4. Discussion and Conclusions

  1. Male patients are more prone to hospital readmission post-SNF discharge than female patients, probably because of more comorbidity and need of more care.
  2. Allen Cognitive Level (ACL) placemat test (Image 1) is a standardized measurement of visual cognitive functioning used by occupational therapy. It is a useful tool to stratify risks of hospital readmission as shown in this study. ACL caregiver guides facilitate the best ability of cognitively impaired patients at different levels in aspects of medication supervision, safety recommendations, eating, dressing and hygiene, toileting use, mobility and positioning, and daily activities. (Ref. 1)
  3. Patients placed at residential care facilities have more ADL disability and tend to be more likely to be readmitted to the hospital post-SNF rehabilitation than patients discharged to home.

Studies have shown that living situation, marriage status, social support, wealth and race are associated with hospital readmission. Providing patients with enhanced post-discharge instructions and/or support is the most commonly endorsed preventive strategies. Multifaceted broadly applied interventions may be more successful than those that rely on individual providers choosing specific services based on perceived risk factors. (Ref. 2, 3)

5. Summary

Post-SNF 30-days hospital readmissions are more likely to occur in male, cognitively impaired, lower functioning patients.
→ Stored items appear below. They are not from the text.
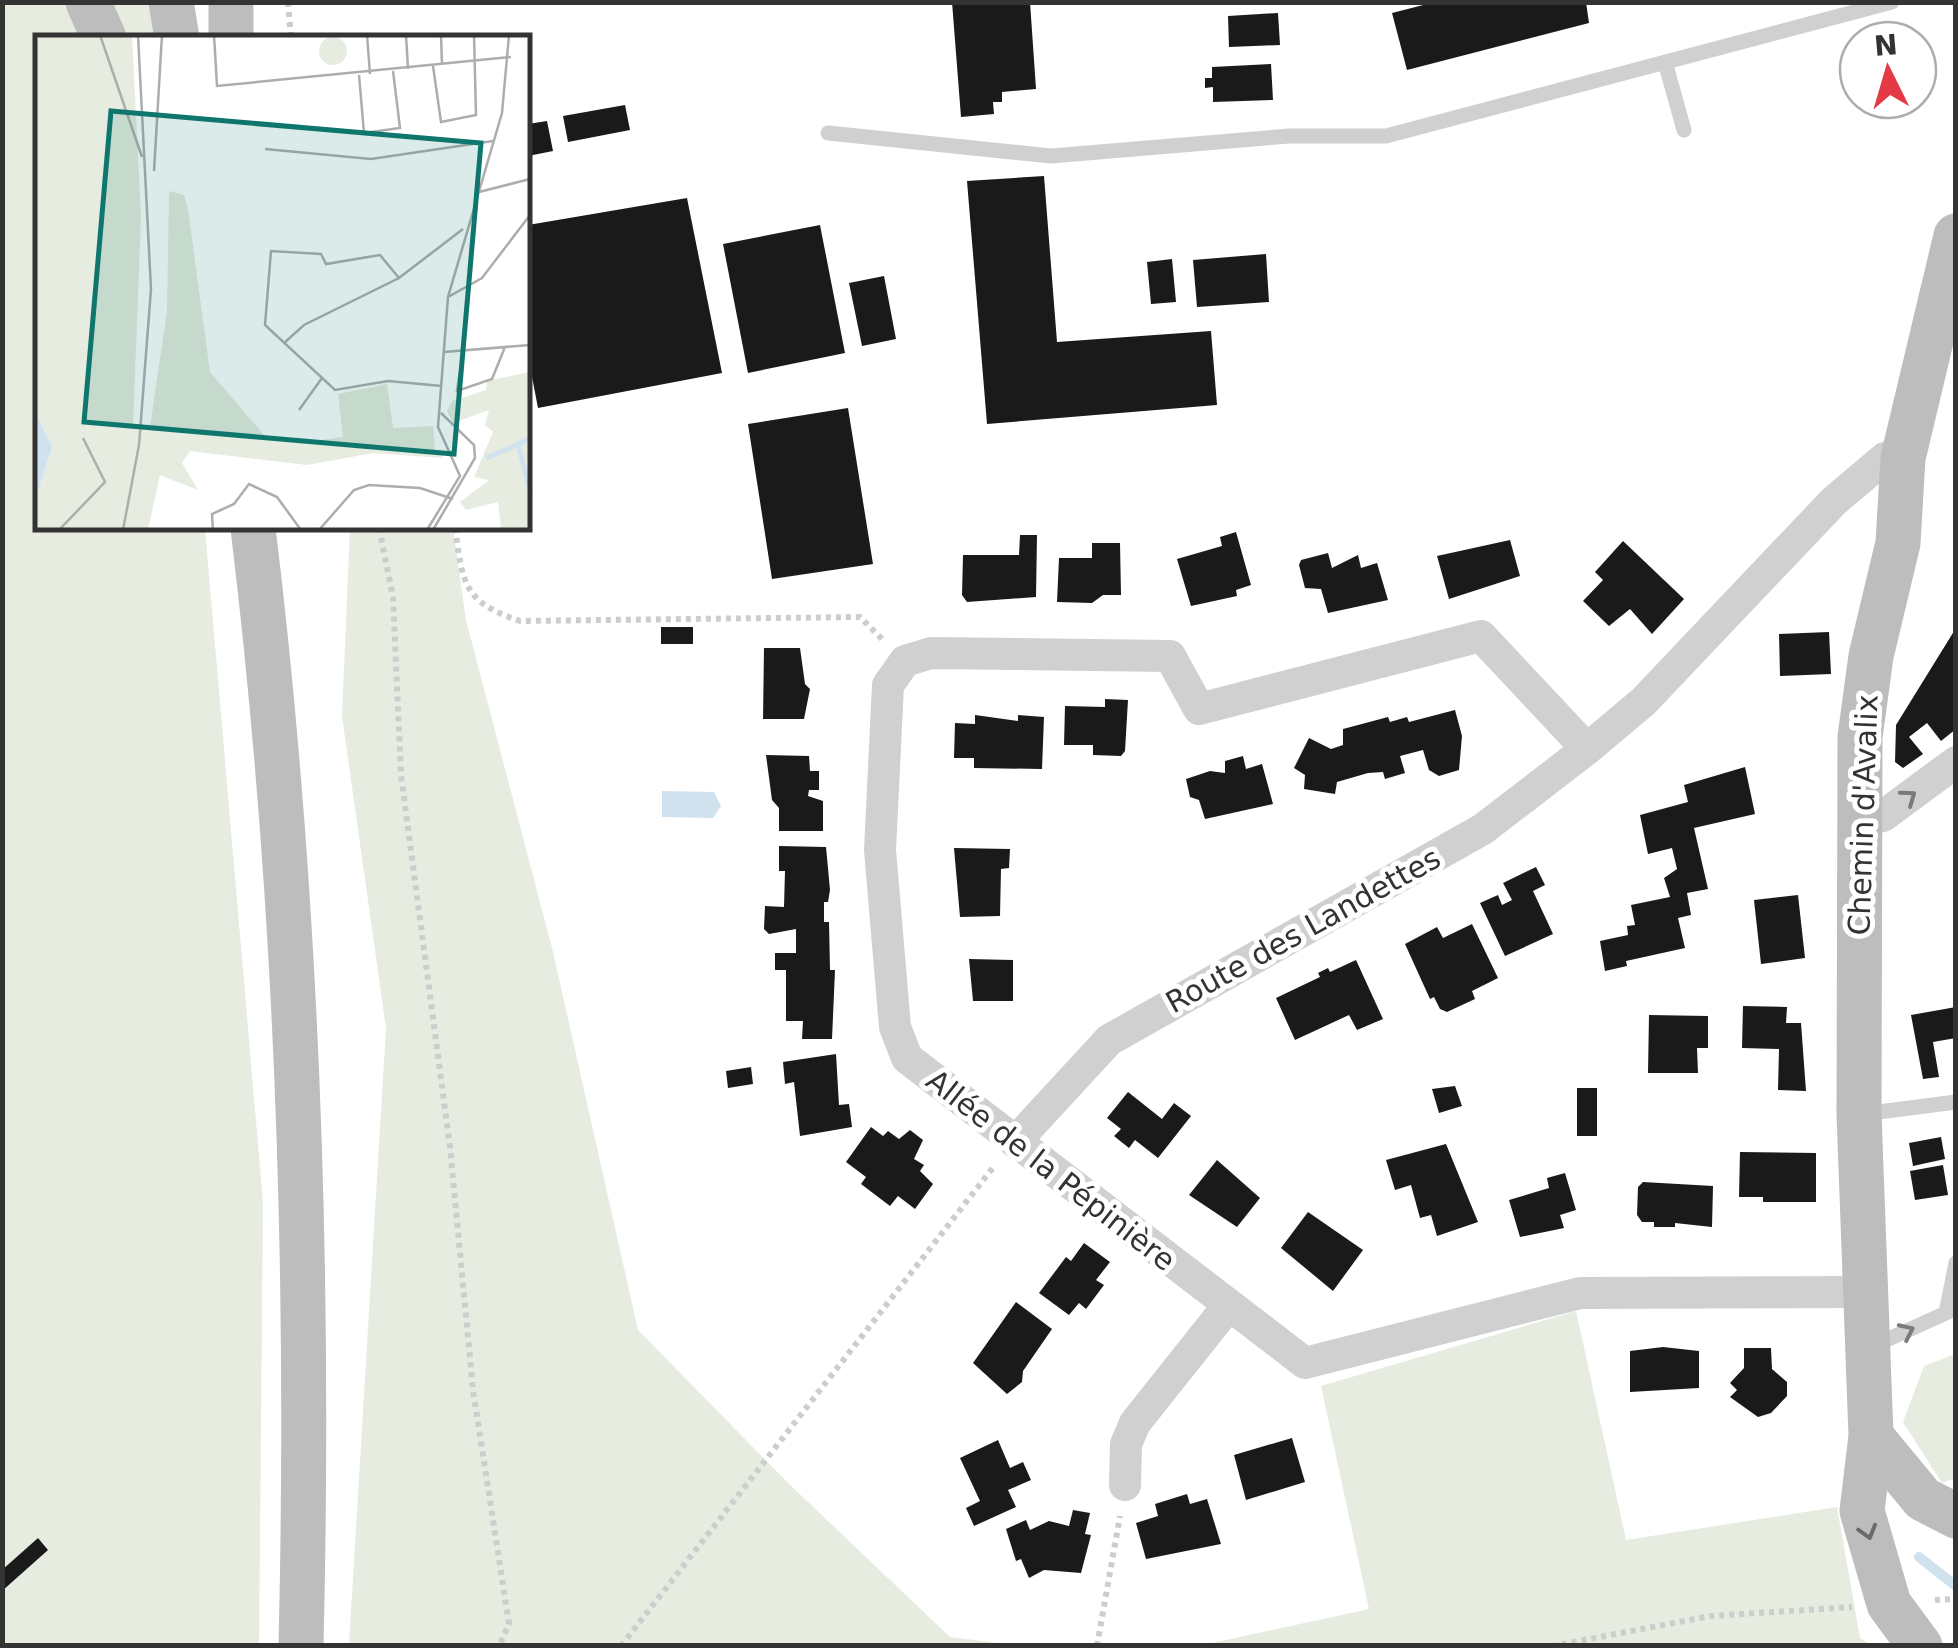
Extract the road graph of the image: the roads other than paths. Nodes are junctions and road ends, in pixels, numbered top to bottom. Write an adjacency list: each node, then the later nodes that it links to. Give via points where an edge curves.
1 (88, 2): 5 (street)
2 (171, 2): 6 (street)
3 (231, 2): 7 (street)
4 (1892, 2): 8 (lane)
5 (103, 35)
6 (176, 35)
7 (231, 35)
8 (1665, 62): 9 (lane); 10 (lane, via 1386,136 1289,136 1051,156)
9 (1684, 130)
10 (828, 133)
11 (1953, 257): 12 (street)
12 (1903, 458): 14 (street, Route des Landettes, via 1886,458 1834,501 1644,702); 16 (street, Chemin d'Avalix, via 1898,543 1860,737)
13 (253, 530): 28 (street, via 286,880 297,1090 304,1332)
14 (1587, 750): 19 (street, Route des Landettes, via 1483,829 1109,1040); 19 (street, Allée de la Pépinière, via 1481,636 1198,710 1170,656 931,653 905,661 888,685 880,850 895,1028 906,1058)
15 (1956, 762): 16 (street, one-way to 15, via 1882,816)
16 (1858, 822): 18 (street, Chemin d'Avalix)
17 (1956, 1102): 18 (lane)
18 (1859, 1114): 21 (street, Chemin d'Avalix)
19 (1015, 1142): 22 (street, Allée de la Pépinière)
20 (1956, 1262): 23 (lane)
21 (1866, 1292): 22 (street, Allée de la Pépinière, via 1580,1293 1305,1364); 24 (street, Chemin d'Avalix)
22 (1228, 1306): 26 (street, via 1135,1423 1126,1444)
23 (1951, 1310): 24 (lane, one-way to 23)
24 (1867, 1348): 25 (street, Chemin d'Avalix)
25 (1870, 1436): 27 (street, via 1923,1499); 29 (street, Chemin d'Avalix, one-way to 29, via 1862,1510 1888,1604)
26 (1125, 1485)
27 (1956, 1516)
28 (301, 1646)
29 (1920, 1646)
Allen Cognitive Level placemat test is a useful tool to stratify patients of higher risk for readmission. Caregiver guides for patients at different impaired levels can facilitate home health care in various aspects of activities of daily living. Further testing is required to validate the effect.

6. References   

  1. Champagne, Tina. "Allen Cognitive Level Caregiver Guides." www.ot-innovations.com/clinical- practice/cognition-2/the-allen-cognitive-level-battery 
  2. Baier, Rosa R., and Amal N. Trivedi. "For Hospital Readmissions, Hindsight Is Not 20/20." Journal of General Internal Medicine 2016 Nov; 31(11): 1270-1271. 
  3. Herzig, Shoshana J., and Schnipper Jeffrey L. "Physician Perspectives on Factors Contributing to Readmissions and Potential Prevention Strategies: A Multicenter Survey." Journal of General Internal Medicine 2016 Nov; 31(11): 1287-1293.